Tuesday, July 17, 2012

Here I Lie Forever. Sorrow Still Remains.

The title of this post was taken from the song Hopeless by Breaking Benjamin.


"Melanie, we have a new sister missionary. Would you, John and the kids like to join us for dinner tomorrow night."

"Sure Mom. Just let me know what time."

"I really think you are going to like her. She is an artist."

My throat starts to close a little as I mumble "uh-huh."

"Her brother, I think, has done some work for Pixar. Isn't that neat?"

I make not a sound. My thoughts are tumbling around in my head. 

"I thought Tyler would like to bring some of her art to show her. I bet they will hit it off."

I clue in on a few thoughts as they spin in and out of focus. "Maybe I can introduce her to Mike. Mike would love to talk art." I berate myself for allowing my mind to go there. I was always looking for ways to help Mike develop his talent and do something he would enjoy with it. He was always down on his art saying anyone could do it if they tried. I feel sick when I realize how quickly those thoughts come. Raw emotion builds up until I feel like I'm going to implode. How much time has passed? What's Mom saying? Focus Melanie just focus.

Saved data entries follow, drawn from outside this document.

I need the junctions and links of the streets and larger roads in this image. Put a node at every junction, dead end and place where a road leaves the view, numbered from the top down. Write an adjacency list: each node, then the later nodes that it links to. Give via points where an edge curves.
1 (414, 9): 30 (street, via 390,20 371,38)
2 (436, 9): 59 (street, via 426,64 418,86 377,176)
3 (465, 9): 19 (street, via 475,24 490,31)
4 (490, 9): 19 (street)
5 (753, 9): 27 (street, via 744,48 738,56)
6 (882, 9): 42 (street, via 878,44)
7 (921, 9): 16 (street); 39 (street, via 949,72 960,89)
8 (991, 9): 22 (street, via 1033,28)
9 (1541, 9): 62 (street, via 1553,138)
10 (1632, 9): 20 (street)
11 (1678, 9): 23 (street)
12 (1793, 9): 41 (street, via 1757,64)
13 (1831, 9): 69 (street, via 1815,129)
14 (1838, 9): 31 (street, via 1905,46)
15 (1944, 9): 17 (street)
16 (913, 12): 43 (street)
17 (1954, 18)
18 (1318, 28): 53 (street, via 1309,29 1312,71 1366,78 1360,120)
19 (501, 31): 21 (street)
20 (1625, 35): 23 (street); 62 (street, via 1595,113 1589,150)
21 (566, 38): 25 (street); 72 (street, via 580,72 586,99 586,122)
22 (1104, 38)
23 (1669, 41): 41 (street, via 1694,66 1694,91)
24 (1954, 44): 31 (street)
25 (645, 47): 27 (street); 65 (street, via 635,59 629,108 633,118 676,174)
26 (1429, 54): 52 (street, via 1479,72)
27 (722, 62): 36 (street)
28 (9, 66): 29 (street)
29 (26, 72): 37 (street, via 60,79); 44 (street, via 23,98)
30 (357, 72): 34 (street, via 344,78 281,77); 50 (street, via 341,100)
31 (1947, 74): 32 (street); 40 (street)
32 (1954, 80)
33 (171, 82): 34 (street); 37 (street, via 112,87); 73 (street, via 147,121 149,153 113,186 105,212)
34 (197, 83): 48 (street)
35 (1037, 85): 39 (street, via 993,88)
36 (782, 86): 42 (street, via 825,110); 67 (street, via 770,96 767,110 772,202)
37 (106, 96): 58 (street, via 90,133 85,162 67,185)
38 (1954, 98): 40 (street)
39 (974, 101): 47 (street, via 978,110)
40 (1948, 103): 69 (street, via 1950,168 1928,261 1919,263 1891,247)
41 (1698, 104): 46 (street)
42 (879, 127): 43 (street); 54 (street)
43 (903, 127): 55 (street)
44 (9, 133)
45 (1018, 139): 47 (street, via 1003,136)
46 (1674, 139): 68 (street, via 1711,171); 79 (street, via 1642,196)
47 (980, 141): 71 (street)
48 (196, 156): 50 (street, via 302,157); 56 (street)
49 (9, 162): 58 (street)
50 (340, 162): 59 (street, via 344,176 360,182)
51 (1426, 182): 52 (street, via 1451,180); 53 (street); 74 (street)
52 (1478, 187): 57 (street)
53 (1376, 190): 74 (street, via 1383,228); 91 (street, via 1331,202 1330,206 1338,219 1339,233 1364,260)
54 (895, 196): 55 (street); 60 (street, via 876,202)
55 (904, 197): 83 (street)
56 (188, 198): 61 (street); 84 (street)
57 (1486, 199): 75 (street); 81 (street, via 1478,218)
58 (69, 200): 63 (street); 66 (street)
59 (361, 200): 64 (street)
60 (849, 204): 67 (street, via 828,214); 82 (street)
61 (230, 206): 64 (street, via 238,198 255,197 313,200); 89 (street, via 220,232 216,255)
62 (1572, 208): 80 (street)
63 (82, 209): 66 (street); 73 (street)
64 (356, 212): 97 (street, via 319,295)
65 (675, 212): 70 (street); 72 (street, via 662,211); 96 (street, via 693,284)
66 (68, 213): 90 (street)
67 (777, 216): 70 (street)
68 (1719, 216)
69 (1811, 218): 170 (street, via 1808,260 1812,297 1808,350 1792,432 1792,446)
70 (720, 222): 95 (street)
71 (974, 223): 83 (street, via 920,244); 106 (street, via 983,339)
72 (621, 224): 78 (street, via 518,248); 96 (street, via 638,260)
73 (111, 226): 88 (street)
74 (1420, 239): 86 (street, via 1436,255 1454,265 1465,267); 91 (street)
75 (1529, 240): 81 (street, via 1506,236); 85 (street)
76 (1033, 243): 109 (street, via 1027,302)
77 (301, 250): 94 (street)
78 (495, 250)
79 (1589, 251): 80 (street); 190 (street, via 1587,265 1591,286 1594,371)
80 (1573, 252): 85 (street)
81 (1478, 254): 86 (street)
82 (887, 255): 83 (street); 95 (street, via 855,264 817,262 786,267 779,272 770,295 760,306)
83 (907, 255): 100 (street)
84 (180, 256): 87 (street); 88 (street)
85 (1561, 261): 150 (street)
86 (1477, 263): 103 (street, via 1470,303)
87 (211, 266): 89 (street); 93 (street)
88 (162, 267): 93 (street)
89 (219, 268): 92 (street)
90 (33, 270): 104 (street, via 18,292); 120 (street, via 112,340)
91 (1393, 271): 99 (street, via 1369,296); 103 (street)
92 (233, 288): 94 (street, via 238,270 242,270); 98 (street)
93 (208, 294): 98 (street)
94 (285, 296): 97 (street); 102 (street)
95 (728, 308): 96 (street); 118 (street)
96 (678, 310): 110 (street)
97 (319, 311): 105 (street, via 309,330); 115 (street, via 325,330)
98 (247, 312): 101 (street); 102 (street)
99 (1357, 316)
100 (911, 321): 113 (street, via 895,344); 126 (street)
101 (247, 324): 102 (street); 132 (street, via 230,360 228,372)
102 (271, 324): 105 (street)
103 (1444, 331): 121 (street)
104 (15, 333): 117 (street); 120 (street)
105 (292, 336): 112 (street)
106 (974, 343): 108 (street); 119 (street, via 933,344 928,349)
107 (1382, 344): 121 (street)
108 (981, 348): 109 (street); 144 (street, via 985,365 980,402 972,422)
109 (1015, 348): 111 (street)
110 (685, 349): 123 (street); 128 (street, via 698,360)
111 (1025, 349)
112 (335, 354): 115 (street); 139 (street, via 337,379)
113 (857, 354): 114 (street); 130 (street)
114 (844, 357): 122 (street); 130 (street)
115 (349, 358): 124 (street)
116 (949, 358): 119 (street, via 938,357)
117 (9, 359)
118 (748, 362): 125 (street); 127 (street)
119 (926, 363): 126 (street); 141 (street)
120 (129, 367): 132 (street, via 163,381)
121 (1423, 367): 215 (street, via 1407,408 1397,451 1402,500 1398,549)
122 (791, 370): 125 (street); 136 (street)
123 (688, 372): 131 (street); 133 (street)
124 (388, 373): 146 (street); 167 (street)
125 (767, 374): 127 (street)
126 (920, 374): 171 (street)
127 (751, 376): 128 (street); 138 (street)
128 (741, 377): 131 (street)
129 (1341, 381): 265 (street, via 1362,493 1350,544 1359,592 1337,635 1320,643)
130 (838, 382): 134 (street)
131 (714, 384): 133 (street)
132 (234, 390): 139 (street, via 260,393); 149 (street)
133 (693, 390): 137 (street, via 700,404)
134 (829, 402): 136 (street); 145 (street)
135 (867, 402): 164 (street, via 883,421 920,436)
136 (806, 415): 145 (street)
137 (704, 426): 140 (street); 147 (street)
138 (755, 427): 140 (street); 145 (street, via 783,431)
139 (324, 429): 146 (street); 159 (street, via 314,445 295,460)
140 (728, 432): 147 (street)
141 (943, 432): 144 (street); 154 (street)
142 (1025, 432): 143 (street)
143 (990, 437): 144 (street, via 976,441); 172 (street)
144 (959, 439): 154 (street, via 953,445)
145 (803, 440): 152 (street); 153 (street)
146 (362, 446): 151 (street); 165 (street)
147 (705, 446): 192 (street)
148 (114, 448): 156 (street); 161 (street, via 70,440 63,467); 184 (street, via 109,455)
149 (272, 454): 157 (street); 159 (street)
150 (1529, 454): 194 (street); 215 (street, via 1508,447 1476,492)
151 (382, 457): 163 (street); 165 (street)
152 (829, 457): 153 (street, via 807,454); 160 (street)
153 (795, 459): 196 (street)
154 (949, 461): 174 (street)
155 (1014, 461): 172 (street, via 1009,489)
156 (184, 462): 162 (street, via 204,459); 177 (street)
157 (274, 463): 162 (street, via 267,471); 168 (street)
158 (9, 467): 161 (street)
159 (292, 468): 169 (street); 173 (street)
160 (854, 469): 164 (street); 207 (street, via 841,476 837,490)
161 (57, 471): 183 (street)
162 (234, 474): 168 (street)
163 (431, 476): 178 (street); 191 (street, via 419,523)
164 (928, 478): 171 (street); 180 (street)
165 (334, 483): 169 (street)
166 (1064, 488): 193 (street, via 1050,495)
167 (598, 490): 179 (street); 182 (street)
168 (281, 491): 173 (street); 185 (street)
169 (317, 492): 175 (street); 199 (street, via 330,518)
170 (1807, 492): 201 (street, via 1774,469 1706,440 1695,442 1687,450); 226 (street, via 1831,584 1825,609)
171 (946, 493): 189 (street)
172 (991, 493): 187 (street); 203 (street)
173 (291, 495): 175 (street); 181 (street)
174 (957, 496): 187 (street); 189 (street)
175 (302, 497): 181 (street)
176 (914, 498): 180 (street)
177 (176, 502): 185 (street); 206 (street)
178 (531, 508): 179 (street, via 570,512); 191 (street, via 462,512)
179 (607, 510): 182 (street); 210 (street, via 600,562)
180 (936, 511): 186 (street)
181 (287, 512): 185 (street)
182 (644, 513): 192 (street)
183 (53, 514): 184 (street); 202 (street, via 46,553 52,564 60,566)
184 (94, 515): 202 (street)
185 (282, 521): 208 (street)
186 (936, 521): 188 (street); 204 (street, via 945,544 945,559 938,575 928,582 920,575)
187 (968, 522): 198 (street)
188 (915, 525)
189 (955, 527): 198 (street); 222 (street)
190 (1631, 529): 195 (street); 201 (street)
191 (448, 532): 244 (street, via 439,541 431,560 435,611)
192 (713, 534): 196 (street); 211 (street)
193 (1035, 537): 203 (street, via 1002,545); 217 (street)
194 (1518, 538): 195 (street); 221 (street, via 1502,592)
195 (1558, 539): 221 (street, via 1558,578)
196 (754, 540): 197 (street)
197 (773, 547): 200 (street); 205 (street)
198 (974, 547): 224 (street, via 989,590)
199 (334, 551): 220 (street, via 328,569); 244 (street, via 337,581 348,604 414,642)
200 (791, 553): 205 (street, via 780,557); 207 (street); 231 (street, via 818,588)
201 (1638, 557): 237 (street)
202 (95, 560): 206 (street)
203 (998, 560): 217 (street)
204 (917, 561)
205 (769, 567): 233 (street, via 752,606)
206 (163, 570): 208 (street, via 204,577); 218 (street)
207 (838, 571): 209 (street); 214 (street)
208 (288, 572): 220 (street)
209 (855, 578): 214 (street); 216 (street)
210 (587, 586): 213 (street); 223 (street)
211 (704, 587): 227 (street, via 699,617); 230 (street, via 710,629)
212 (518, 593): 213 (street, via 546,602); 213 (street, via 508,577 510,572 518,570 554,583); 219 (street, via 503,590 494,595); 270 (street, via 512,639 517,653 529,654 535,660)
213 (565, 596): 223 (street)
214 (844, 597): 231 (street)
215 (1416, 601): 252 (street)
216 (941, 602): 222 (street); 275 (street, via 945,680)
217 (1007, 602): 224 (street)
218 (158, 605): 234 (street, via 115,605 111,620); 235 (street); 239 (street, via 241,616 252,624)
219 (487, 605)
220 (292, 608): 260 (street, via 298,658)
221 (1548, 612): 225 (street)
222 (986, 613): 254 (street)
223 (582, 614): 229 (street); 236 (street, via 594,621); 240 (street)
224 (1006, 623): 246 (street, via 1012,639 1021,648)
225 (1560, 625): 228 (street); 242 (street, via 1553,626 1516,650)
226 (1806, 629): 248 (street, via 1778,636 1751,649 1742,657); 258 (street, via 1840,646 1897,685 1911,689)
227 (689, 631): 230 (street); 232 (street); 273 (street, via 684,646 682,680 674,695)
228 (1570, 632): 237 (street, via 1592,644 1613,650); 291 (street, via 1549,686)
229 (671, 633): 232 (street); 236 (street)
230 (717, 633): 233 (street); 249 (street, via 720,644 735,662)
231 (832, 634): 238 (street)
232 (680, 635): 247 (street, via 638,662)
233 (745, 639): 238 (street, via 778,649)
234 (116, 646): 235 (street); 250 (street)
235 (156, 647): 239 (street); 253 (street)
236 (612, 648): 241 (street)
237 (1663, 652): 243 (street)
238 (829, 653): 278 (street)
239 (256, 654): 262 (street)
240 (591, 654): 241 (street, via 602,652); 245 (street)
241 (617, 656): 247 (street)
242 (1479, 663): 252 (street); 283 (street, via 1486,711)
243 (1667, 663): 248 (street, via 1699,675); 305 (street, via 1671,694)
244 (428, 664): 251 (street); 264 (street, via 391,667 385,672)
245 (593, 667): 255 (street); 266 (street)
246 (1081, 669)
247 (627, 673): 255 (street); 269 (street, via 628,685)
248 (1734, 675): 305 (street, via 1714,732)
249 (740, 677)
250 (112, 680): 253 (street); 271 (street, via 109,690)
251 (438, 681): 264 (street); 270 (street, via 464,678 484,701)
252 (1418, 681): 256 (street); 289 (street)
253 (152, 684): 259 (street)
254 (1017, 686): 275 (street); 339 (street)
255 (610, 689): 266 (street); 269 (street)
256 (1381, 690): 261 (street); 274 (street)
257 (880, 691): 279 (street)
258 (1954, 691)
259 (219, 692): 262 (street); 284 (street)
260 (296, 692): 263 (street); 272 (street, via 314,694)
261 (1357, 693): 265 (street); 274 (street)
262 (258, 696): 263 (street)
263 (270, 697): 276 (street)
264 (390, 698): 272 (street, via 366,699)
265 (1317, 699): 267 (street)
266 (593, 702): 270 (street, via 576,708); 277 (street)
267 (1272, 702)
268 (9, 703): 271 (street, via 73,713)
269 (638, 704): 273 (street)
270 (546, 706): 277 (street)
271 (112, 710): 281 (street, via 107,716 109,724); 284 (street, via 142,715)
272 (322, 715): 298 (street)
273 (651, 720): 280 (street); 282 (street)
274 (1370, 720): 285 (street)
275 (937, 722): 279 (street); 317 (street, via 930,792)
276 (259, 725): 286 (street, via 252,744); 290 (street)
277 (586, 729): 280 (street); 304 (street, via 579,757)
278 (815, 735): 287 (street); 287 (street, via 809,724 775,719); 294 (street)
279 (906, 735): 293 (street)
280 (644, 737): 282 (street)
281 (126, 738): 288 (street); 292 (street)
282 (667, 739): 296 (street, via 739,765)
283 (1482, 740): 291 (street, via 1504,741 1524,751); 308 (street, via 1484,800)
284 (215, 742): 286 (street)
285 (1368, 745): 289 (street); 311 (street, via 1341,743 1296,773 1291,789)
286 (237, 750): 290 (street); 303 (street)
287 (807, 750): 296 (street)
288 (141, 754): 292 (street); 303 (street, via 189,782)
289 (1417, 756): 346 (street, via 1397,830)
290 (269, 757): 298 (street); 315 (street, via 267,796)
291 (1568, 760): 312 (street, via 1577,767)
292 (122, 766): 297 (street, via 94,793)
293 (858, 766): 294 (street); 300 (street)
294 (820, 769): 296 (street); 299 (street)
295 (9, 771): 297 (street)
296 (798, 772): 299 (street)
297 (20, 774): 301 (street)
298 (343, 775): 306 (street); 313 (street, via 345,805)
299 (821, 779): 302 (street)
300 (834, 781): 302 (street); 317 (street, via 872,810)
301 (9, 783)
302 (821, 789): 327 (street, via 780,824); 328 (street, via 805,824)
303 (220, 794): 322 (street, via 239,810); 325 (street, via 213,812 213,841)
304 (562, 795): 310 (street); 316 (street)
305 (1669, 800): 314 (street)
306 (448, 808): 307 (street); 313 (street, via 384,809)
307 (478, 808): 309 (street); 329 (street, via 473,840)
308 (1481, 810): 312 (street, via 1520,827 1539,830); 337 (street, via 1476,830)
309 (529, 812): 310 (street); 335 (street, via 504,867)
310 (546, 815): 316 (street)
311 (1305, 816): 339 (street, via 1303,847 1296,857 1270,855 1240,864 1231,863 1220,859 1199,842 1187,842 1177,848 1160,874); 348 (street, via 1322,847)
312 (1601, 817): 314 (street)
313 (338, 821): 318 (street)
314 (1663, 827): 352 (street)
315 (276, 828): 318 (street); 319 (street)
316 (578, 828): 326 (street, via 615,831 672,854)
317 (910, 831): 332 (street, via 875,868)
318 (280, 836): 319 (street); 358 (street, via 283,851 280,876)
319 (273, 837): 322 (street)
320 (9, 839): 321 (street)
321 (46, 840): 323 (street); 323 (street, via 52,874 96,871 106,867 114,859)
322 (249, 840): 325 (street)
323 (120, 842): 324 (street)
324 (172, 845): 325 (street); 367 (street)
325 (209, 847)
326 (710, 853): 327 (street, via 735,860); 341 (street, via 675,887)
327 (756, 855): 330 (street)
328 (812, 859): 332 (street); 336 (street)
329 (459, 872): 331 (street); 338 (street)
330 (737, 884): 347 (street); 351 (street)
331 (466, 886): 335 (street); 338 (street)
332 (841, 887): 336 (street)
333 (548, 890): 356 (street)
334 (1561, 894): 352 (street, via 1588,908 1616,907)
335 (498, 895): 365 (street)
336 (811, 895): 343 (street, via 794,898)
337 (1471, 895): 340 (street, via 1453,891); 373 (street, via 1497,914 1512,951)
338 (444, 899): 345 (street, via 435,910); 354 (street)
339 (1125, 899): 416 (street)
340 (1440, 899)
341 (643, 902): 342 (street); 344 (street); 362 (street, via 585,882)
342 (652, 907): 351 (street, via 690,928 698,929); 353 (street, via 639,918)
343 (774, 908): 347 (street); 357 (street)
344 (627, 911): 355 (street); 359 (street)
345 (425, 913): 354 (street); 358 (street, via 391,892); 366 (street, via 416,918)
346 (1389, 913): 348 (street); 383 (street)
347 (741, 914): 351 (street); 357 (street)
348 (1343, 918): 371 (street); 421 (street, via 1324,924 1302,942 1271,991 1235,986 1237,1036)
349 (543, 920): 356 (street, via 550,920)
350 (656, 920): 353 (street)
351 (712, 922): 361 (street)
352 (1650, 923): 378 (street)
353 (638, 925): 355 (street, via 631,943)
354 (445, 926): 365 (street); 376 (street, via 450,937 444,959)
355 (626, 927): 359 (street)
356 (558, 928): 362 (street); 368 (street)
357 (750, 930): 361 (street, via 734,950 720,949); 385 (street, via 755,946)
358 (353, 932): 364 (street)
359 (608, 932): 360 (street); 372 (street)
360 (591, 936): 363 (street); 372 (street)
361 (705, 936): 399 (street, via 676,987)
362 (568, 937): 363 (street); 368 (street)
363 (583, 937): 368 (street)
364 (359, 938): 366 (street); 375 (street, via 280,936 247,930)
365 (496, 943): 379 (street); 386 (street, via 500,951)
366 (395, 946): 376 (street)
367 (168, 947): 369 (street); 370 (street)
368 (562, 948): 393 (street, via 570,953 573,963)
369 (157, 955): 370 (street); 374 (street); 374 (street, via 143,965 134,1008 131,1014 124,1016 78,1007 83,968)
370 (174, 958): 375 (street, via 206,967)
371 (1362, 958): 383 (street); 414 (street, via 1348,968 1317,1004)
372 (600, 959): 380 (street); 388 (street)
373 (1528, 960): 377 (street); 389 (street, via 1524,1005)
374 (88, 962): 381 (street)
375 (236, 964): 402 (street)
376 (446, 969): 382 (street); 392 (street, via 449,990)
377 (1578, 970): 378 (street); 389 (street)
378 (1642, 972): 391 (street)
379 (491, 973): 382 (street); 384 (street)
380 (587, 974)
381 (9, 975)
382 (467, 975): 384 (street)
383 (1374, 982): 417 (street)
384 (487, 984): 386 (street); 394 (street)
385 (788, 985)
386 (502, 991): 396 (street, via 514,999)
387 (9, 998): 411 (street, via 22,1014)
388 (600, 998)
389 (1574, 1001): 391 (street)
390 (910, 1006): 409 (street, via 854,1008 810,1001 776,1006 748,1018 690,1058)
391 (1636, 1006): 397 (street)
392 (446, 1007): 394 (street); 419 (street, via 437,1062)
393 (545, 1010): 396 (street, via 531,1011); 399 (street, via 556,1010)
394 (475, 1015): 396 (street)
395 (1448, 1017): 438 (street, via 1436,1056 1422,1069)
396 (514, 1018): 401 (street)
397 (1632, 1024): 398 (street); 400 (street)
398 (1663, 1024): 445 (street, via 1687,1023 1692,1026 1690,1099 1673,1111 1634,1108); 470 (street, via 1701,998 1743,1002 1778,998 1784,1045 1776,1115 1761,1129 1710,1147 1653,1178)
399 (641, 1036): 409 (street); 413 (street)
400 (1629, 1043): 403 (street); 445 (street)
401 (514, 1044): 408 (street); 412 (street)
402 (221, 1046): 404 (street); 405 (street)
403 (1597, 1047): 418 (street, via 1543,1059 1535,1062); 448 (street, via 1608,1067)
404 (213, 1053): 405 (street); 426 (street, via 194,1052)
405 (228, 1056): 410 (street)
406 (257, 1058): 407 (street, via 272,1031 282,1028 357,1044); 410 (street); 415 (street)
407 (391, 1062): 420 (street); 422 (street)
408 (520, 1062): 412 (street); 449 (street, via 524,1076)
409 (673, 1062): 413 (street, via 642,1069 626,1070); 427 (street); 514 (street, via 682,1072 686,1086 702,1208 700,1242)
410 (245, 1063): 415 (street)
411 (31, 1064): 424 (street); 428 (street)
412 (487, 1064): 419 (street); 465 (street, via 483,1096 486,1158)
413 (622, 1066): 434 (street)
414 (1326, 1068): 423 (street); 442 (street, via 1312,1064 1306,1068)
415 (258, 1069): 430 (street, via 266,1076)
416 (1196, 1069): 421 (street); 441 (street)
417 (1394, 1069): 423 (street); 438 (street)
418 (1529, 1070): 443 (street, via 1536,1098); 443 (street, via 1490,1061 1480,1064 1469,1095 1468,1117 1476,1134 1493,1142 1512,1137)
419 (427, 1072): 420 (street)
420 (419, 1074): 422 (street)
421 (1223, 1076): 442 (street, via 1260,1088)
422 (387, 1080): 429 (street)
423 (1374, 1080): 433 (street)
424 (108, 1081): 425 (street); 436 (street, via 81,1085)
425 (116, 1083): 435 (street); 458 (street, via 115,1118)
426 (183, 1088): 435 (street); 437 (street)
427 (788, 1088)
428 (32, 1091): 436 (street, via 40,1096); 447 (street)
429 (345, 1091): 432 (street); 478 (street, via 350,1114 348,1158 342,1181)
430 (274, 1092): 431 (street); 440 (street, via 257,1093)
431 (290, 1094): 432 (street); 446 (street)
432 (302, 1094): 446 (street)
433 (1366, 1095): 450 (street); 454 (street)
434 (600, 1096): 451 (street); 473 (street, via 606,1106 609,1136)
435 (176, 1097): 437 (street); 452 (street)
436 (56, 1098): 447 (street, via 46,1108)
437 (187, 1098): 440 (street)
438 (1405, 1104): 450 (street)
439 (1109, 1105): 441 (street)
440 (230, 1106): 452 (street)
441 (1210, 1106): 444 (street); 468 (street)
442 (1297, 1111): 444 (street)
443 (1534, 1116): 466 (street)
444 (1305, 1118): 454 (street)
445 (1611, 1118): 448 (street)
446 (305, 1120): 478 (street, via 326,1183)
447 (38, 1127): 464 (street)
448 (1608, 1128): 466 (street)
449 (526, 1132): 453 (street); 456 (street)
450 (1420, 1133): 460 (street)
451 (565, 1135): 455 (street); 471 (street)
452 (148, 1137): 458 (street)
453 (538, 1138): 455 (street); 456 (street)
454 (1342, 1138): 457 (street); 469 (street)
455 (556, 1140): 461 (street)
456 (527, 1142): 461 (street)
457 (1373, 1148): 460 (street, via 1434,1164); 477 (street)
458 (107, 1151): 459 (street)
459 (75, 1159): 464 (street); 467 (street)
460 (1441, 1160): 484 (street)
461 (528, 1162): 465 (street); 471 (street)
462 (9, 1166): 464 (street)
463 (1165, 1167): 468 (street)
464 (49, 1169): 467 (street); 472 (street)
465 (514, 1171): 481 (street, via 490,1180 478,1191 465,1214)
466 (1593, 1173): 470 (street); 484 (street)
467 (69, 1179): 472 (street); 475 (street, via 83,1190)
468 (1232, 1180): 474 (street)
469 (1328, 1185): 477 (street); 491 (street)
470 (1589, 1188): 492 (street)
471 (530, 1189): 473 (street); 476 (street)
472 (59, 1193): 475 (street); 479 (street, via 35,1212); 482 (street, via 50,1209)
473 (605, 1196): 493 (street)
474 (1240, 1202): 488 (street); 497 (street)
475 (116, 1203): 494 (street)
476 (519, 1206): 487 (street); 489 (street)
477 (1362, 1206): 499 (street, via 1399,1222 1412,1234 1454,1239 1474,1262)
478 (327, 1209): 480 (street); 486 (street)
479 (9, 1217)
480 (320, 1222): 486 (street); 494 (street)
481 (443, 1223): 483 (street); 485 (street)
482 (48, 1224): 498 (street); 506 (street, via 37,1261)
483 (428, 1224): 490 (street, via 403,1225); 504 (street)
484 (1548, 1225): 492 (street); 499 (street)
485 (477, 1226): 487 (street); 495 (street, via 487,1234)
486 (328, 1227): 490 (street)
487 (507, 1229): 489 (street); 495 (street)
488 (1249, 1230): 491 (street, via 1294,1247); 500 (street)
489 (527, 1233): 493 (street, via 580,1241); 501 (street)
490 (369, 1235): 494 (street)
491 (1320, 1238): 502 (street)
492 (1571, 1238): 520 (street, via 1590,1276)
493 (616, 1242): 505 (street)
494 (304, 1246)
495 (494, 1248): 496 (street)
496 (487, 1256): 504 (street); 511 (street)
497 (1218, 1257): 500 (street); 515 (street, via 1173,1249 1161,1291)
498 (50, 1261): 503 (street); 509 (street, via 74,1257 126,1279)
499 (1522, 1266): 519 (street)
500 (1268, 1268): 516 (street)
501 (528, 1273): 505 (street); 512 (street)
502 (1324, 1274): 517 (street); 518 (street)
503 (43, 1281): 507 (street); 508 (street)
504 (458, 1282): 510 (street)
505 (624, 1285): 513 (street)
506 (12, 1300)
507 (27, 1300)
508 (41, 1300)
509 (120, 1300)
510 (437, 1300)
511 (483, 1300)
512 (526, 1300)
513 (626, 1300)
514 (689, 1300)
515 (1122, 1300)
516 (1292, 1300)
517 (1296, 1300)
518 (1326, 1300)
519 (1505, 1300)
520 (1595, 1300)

"...bring whatever. Maybe you'd like to bring a few pieces of Mike's art to show her. I know she would love to see some of them."

"Uh-huh. We'll see."

"Well okay hun. I'll talk to ya later. Love you."

"Love you too Mom."

I sit on the couch numb. What in the world just happened? I went from okay to crazy anxious in about 0.32 seconds and now I don't know how to bring myself out of it. I feel jittery and I'm unable to sit or focus on anything. I feel myself losing patience with myself and as this happens anger sets in. "What is wrong with you Melanie? For the love of all that is holy what the heck is wrong with you! You haven't learned how to handle this yet? How are you going to manage dinner tomorrow? Lame, just stamp an L on your forehead right now." Slowly the anger dissipates and I'm left feeling drained and empty. I hold back the tears. I don't want to cry. I will them not to spill over my eyelids. I know that if I start I may not be able to stop. I work hard to stuff all my emotions back into the shell of who I am. Put a lid back on it and keep it bottled up for just a bit longer. I don't do well at hiding my mixed emotions. I know that John knows something isn't quiet right. He asks me if I'm okay and I tell him I am. He doesn't badger or push for understanding, because he knows that sometimes I feel a little off. He endures my moods and makes jokes to try and make me smile. A few hours pass and I feel almost myself again. A smile creeps onto my face and I remember that I do indeed have a lot to be thankful for. I am loved.

2 comments:

Beverly said...

This made me cry & I just wanted to say "love ya " & it's all normal & you're NOT lame !

beth said...

Sweet one healing is a long process, if seeing a picture of my Grangran 10 years after his death can still bring me to tears, so much more so it must be for you when something like this happens. Moving on does not mean you forget or deny you ever loved/love Mike, it simply means picking up the pieces of your broken heart as you stumble across them. Share with John, you have to have someone you can trust to confide in that can actually see your face when you do it. Love you so much and please know i do pray for you every day.